For millennia – actually, up until about 175 years ago – very few groups or governments recognized the concept of innate, inborn, universal human freedoms and rights. Typically, throughout much of the world’s past history, people were born into a class or caste or country that determined whether they would have any rights or freedoms at all. Only in recent history has that dynamic begun to change.
In one of the most significant milestones toward universal rights and freedoms, almost a year before World War II began, in January of 1941, United States President Franklin Delano Roosevelt made a landmark State of the Union speech that offered a clear vision for a better global future for all people.
Called the Four Freedoms speech, Roosevelt combined two of the recognized American constitutional guarantees — freedom of speech and freedom of religion — with two new concepts, which he called “freedom from want” and “freedom from fear.”
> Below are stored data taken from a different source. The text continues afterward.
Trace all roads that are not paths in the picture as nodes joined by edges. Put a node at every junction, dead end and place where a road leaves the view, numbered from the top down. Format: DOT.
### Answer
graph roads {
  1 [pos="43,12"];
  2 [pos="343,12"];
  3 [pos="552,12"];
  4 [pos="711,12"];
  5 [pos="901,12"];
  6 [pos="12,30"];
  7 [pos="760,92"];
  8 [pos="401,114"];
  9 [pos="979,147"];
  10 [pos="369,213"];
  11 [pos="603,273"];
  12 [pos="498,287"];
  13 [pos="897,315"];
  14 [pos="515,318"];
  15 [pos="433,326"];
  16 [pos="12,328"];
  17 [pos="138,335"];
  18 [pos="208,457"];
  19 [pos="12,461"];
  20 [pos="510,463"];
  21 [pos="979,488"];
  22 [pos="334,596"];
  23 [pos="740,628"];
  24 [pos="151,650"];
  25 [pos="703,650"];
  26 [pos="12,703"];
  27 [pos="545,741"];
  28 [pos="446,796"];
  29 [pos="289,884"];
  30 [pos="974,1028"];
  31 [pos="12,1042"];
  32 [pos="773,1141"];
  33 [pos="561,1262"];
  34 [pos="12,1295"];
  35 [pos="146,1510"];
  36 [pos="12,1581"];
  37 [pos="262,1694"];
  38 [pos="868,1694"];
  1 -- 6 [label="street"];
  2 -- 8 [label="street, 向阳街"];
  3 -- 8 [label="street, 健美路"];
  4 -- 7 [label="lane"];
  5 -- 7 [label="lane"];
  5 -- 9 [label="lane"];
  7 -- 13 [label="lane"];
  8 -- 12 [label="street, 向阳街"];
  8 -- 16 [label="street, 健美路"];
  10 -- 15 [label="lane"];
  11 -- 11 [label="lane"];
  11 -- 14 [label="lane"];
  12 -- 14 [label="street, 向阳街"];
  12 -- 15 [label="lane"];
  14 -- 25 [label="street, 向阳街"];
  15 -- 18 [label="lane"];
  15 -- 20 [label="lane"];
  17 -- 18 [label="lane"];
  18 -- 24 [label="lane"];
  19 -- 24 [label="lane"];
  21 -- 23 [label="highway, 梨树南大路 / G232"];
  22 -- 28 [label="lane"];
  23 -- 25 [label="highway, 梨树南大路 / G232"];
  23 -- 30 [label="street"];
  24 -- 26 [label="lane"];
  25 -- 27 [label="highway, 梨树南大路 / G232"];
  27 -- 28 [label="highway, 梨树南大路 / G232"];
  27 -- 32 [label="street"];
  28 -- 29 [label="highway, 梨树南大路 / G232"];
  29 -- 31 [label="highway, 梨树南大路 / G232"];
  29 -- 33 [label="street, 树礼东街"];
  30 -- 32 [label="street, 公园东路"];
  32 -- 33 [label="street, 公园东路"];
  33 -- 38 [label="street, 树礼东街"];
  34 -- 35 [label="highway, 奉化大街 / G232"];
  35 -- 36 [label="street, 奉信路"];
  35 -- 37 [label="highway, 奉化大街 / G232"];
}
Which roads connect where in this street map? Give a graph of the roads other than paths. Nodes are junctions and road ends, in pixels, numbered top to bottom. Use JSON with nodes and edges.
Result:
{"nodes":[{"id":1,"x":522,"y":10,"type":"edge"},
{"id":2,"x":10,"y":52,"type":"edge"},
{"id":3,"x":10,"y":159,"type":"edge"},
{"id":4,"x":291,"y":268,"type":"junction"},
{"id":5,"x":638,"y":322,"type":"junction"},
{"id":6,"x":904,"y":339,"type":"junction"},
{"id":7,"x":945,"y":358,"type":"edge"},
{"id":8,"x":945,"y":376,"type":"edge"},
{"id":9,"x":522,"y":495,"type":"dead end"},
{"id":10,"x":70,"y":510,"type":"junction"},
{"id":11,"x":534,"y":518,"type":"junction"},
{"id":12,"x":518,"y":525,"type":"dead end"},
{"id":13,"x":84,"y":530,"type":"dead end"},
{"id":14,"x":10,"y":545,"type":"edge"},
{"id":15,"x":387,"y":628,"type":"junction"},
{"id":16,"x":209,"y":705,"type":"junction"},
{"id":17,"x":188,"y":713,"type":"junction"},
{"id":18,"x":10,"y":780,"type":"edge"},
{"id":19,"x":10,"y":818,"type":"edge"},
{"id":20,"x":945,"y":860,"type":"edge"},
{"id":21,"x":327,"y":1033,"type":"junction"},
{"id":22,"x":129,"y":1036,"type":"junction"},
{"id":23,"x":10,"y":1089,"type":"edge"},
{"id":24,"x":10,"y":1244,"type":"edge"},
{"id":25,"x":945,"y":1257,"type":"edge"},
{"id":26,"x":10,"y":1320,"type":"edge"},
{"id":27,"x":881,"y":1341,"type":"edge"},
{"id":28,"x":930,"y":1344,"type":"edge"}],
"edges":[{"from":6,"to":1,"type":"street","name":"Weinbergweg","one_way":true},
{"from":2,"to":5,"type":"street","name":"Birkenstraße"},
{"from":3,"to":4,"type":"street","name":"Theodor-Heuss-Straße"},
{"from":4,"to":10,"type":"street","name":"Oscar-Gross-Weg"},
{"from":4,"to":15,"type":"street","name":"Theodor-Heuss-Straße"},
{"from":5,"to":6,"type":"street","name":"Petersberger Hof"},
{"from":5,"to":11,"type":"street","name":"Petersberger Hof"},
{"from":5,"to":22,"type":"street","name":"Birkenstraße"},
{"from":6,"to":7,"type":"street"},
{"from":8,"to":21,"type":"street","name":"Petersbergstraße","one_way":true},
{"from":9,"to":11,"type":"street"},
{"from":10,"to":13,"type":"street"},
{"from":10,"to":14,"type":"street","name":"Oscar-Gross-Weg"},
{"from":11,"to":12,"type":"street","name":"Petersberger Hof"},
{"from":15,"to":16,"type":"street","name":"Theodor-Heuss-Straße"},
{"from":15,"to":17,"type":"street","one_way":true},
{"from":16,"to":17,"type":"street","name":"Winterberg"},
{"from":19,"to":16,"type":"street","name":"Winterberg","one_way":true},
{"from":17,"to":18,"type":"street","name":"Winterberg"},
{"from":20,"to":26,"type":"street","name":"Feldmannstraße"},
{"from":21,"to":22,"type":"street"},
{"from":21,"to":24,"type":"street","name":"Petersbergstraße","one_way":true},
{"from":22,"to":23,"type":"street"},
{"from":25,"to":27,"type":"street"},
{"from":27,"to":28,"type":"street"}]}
In those two categories, Roosevelt included several distinctly Baha’i concepts: economic cooperation, interdependence among nations, and a worldwide reduction in armaments to prevent national aggression. Those two “freedoms” directly reflected the teachings of Baha’u’llah, the prophet and founder of the Baha’i Faith, who wrote:
O kings of the earth! We see you increasing every year your expenditures, and laying the burden thereof on your subjects. This, verily, is wholly and grossly unjust. Fear the sighs and tears of this wronged One, and lay not excessive burdens on your peoples. Do not rob them to rear palaces for yourselves; nay rather choose for them that which ye choose for yourselves. Thus We unfold to your eyes that which profiteth you, if ye but perceive …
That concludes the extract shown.